20 April 2013

Turning 30 ~

I have spent most of my living and growing days claiming that I'm just a baby! I'm the youngest of three girls and married to someone four years my senior; so I have simply always considered myself a fresh whipper snapper ... but then last Monday came.


On April the 15th back in the early 80's - my bottle brush head was born. I'm not going to say that my age crept up on me, nor that I am unsure to where these last 30 years disappeared to; but I will admit a moment in which I simply couldn't fathom the fact that the choice to not be thirty was not a choice of mine. It was a quirky yet surreal thought.

I compare it to when you're single, in a relationship or married - people expect you to find a partner, get married or have kids. There's this unspoken pressure to make the coming of thirty a big event; and the question was asked on numerous occasions what it was that I was planning to do to celebrate. So instead, and to - in the words of the great John Farnam - take the pressure down, I decided to leave it in the very reliable hands of my Nath, Mum and Dad. Not surprisingly, they beautifully wrapped up all my favourite things and delivered me a superb-weekend-present.

This present started on the morning of last Saturday. After sipping caramel macchiato’s, I was whisked off in a taxi to a spacious overnight room at the opulent Four Seasons Hotel in downtown Jakarta. Not too long after settling into the room, I was sent ‘like a parcel’ to a two hour almond ritual spa treatment.



The cute masseuse was certainly NOT going to let my age take over my skin. I was washed, wrapped, painted on and molded - my silky smooth skin was rejoicing and my torn muscles were singing' praises!



 Then this happened .....



Ten of my newly-found friends surprised me for a sit down buffet dinner. It was a lovely night of great food and conversation; and I felt very honored and cared for by this tribe of people.

Then Sunday came, the eve of my day of birth. Just when I thought that by packing my bags it was over - it was only getting started. After being fussed over on my morning workout, I entered the breakfast room - & It.was.a.a.amazing! I felt like I was Macaulay Culkin in Home Alone 2 ….. eager and way to excited about all the things to see, try and do.  The array of gourmet goodness at this breakie was all too much; and very appropriately I claimed that it was "...the best breakfast in my thirty year existence" ... These photos simply don't do it justice.

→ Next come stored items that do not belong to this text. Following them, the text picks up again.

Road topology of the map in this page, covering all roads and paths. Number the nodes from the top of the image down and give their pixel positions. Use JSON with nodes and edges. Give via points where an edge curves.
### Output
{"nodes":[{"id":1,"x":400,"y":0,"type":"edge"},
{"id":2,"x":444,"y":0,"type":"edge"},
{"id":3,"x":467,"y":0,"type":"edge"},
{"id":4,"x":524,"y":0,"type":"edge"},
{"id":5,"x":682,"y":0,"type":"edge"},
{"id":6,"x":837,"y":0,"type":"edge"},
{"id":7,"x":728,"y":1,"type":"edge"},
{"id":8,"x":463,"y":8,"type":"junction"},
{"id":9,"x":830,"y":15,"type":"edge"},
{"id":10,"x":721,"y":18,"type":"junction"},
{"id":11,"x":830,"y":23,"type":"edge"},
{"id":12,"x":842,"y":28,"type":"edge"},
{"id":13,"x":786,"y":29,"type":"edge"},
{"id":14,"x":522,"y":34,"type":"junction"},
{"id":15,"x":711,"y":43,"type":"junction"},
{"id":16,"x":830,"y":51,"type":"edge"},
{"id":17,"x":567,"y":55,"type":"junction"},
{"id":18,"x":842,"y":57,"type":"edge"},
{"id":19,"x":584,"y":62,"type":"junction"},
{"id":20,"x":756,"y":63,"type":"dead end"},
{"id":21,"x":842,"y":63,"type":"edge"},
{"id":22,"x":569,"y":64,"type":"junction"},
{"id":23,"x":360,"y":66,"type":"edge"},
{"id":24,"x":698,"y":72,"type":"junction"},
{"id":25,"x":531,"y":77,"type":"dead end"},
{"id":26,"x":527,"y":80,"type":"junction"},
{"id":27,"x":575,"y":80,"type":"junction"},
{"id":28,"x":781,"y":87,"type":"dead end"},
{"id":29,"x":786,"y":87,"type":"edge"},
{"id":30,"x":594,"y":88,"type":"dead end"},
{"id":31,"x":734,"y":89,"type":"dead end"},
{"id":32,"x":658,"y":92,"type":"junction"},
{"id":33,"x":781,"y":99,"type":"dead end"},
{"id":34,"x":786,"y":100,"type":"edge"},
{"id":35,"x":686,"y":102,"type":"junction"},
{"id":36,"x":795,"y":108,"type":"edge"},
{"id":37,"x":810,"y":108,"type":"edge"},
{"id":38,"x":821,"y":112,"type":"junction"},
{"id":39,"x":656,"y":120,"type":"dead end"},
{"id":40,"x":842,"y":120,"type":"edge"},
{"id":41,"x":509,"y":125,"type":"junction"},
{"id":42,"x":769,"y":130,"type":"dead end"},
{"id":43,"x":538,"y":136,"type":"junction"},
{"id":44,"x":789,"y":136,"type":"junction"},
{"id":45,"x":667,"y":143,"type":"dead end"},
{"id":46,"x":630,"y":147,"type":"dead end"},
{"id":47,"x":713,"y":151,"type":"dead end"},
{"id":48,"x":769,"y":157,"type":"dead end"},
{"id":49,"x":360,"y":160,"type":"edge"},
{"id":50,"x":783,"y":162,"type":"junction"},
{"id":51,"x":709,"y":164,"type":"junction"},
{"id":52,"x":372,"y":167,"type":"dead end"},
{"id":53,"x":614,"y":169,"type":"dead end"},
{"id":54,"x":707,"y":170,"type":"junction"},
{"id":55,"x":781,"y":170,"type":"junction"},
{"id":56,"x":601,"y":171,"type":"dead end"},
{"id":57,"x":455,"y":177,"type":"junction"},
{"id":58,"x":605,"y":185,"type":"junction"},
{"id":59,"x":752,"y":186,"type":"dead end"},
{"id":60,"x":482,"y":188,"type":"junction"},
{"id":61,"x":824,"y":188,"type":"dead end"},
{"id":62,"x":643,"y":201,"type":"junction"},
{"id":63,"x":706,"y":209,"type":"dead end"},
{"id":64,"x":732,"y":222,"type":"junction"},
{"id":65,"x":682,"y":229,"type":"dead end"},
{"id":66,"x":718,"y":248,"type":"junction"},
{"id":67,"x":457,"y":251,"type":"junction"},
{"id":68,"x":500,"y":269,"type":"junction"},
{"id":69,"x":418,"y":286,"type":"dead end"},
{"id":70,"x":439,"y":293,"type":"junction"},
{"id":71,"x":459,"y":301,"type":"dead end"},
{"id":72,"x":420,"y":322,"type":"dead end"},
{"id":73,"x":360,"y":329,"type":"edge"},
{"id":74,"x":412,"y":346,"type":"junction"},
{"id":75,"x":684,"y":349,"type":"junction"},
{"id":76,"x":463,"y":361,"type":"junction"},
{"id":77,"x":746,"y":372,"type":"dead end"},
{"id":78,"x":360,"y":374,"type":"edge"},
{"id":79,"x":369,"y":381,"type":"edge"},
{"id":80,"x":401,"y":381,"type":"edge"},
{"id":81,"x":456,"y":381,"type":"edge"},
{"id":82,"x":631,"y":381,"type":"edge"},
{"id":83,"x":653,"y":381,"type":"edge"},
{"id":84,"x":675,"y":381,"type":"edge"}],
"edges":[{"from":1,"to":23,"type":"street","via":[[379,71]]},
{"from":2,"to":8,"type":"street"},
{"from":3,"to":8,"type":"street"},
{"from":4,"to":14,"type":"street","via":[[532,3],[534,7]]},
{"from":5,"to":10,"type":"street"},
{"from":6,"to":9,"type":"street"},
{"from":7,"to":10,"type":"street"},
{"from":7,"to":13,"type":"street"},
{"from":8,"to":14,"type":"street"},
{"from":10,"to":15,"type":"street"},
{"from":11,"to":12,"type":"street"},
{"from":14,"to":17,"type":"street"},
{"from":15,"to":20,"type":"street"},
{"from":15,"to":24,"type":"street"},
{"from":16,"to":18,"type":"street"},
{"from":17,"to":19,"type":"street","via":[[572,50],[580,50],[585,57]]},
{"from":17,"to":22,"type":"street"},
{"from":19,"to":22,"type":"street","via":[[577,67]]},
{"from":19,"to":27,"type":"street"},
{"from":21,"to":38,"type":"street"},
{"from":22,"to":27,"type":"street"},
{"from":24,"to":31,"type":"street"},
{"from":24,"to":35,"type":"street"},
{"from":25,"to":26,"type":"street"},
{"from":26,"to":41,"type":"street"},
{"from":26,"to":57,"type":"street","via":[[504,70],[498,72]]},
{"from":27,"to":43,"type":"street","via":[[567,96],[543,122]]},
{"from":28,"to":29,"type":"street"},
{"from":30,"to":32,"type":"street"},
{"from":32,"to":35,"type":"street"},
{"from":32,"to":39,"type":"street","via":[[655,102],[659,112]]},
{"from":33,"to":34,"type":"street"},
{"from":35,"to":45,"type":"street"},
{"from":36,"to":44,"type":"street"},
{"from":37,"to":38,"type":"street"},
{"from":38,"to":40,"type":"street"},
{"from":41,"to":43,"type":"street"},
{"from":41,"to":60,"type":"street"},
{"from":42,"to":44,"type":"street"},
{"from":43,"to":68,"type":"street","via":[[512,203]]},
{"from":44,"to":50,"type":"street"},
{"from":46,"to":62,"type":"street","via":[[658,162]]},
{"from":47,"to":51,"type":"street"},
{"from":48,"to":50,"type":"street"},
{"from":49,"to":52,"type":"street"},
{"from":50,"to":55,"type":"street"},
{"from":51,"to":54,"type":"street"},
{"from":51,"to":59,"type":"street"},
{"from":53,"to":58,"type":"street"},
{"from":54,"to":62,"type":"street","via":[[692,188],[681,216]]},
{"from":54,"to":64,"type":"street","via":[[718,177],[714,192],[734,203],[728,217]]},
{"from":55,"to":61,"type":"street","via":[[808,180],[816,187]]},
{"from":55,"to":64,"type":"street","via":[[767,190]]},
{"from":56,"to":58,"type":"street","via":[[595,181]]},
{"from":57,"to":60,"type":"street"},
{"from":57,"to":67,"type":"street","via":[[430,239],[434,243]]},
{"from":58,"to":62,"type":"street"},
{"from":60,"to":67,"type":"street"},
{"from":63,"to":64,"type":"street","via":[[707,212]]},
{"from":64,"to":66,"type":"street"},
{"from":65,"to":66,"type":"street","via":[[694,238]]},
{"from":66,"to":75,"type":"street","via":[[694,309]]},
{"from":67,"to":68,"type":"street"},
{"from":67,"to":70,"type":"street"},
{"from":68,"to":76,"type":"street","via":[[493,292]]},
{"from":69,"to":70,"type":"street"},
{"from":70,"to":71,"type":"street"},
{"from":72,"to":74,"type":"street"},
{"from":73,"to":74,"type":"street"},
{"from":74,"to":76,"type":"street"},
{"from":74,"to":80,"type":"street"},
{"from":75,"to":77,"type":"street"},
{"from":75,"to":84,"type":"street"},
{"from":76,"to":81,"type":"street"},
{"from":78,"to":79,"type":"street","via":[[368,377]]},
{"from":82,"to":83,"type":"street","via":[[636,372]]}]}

Lastly and before calling it an occasion – Nath and I rested and sunned ourselves whilst being delivered ongoing serves of sorbet and freshly squeezed juice ‘on the house’ no less. It was a great end to a memorable celebration and I felt humbled and grateful for the generosity bestowed on me.


I think I read this quote in some trashy women’s mag at some point, but I haven’t forgotten it - "Everything I know, I learned after I was thirty". In reflecting on my adult years - I've studied and changed careers twice. I've moved houses close to a dozen times. I've travelled to approximately twenty countries; and more recently I have moved my life to a third world country - So if this statement is anything to go by, I don't know if I should be excited or scared! Still, I'm learning to be content where I am; and it's taken me until now to be able to say that. I feel extremely blessed to still be here in good holistic health, surrounded by people who care about me enough ... to celebrate my thirty years of life.